As 2021 comes to a close and everyone starts to prepare for 2022, many people reflect on what they have and have not accomplished within the past year. New Year’s resolutions are often a byproduct of inner reflections. 

New Year’s resolutions are a stale societal ritual of giving up on current or future goals. Upon hearing the phrase “New Year’s resolutions,” you cannot help but think of how these resolutions last two, four, maybe even eight weeks max before the majority of people give up on them. In fact, many people find themselves setting the same resolutions year after year. The only reasonable conclusion is that resolutions are ineffective. 

The problem with New Year’s resolutions is that they have become a running joke about giving up on your goals. 

Every “gym rat” knows that at the start of January, the gym will be busy. Gyms owners know this, and around the end of the year, they start to lower their prices, because they know they will soon have an influx of members. But come March and April, the gym is back to normal capacity after people have given up on their resolutions. 

Part of the reason some people may have a hard time sticking to a resolution is because they may have little to no motivation to complete their resolution. It’s very likely that the resolution was set as a societal obligation. 

Another issue with New Year’s resolutions is that society picks one day, one day, a whole year that they set goals for themselves.
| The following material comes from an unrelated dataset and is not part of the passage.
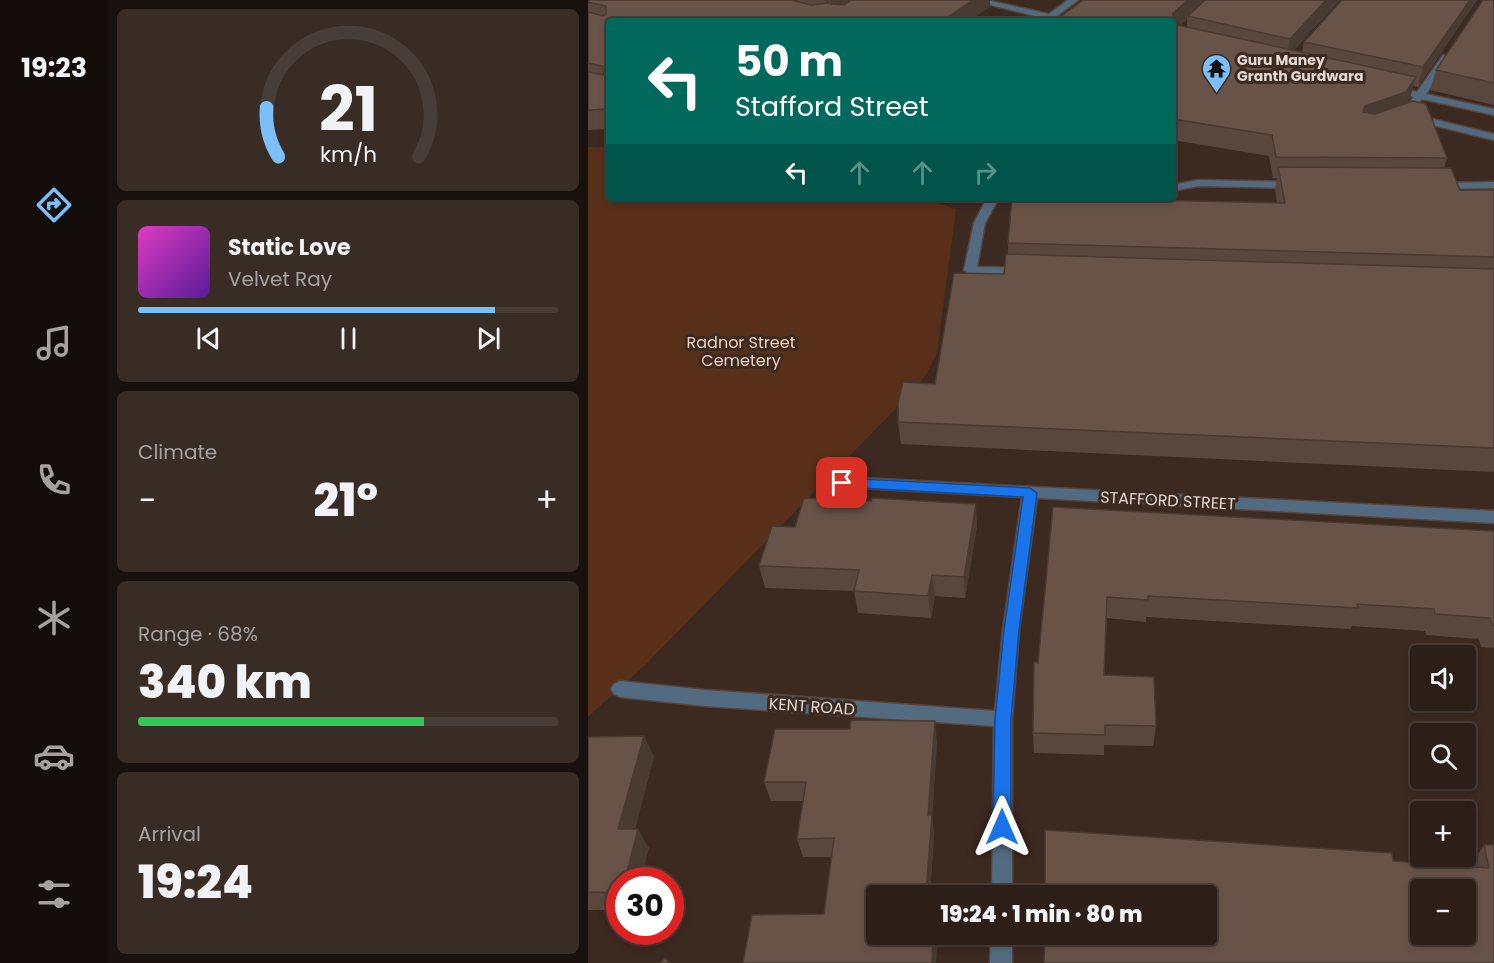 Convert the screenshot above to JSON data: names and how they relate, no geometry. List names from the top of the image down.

For the majority of people, that is the only day a year that they set goals. One day out of 365 days that they decide to better their lives. One day, when there are 364 other days when they could turn their life around. 

However, let’s not start bashing goal setting just yet. The issue with New Year’s resolutions is not setting resolutions themselves, but the culture that surrounds the resolutions. 

There is nothing wrong with goal setting. The problem is that society focuses almost absolutely on perfectly completing goals, and no one teaches you what to do when you fall short in meeting your goals, which will happen to everyone at one point or another. Fortunately, you can find anything on the internet, and there are a number of different life coaches (life coaches, inspirational speakers, therapists, and dietitians) who have dedicated their online presence to teaching people how to meet their goals in an maintainable way. 

So this New Years, feel free to set goals for yourself. But when you ultimately fall short of what you were hoping, do not just give up. Keep trying. Set new goals throughout the year. Do not just get hung up on New Year’s resolutions that barely make it to March.